**EXERCISE**
In the records below, find every line with the word "Duarte" and copy it.

SOURCE MATERIAL START

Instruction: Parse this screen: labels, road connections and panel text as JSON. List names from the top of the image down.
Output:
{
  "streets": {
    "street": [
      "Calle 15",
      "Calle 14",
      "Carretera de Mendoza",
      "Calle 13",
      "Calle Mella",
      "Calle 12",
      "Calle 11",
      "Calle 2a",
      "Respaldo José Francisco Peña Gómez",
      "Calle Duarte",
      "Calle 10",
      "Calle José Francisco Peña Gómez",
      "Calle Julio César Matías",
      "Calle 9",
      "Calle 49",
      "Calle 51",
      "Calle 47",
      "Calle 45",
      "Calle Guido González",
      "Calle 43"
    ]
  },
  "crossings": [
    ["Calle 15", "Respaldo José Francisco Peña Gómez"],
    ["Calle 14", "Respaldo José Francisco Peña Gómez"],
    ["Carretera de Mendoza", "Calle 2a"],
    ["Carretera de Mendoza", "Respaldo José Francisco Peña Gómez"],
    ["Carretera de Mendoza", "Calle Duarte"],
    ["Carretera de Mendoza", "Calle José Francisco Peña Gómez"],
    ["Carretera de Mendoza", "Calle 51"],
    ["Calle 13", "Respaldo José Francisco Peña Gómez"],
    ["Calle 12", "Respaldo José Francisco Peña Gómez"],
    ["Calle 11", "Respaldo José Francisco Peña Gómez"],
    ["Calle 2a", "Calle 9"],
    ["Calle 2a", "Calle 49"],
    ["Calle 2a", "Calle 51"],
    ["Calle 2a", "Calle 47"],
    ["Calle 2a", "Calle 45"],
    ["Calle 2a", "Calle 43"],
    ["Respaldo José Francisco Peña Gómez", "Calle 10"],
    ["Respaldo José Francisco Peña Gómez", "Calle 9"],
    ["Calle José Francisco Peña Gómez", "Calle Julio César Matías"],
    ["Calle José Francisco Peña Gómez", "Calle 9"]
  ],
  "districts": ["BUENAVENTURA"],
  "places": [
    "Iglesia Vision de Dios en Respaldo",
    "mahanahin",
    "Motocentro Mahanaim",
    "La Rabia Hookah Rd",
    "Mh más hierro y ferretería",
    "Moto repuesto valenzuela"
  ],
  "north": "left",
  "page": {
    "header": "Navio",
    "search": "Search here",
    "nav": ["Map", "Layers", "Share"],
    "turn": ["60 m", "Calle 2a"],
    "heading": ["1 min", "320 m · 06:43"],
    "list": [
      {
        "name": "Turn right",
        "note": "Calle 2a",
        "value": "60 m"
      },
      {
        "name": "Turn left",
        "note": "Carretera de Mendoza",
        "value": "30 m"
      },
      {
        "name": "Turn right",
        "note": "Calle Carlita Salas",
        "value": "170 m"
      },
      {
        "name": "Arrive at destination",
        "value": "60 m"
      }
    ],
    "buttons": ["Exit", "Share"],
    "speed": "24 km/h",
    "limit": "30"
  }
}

SOURCE MATERIAL END

**TASK RESPONSE**
      "Calle Duarte",
    ["Carretera de Mendoza", "Calle Duarte"],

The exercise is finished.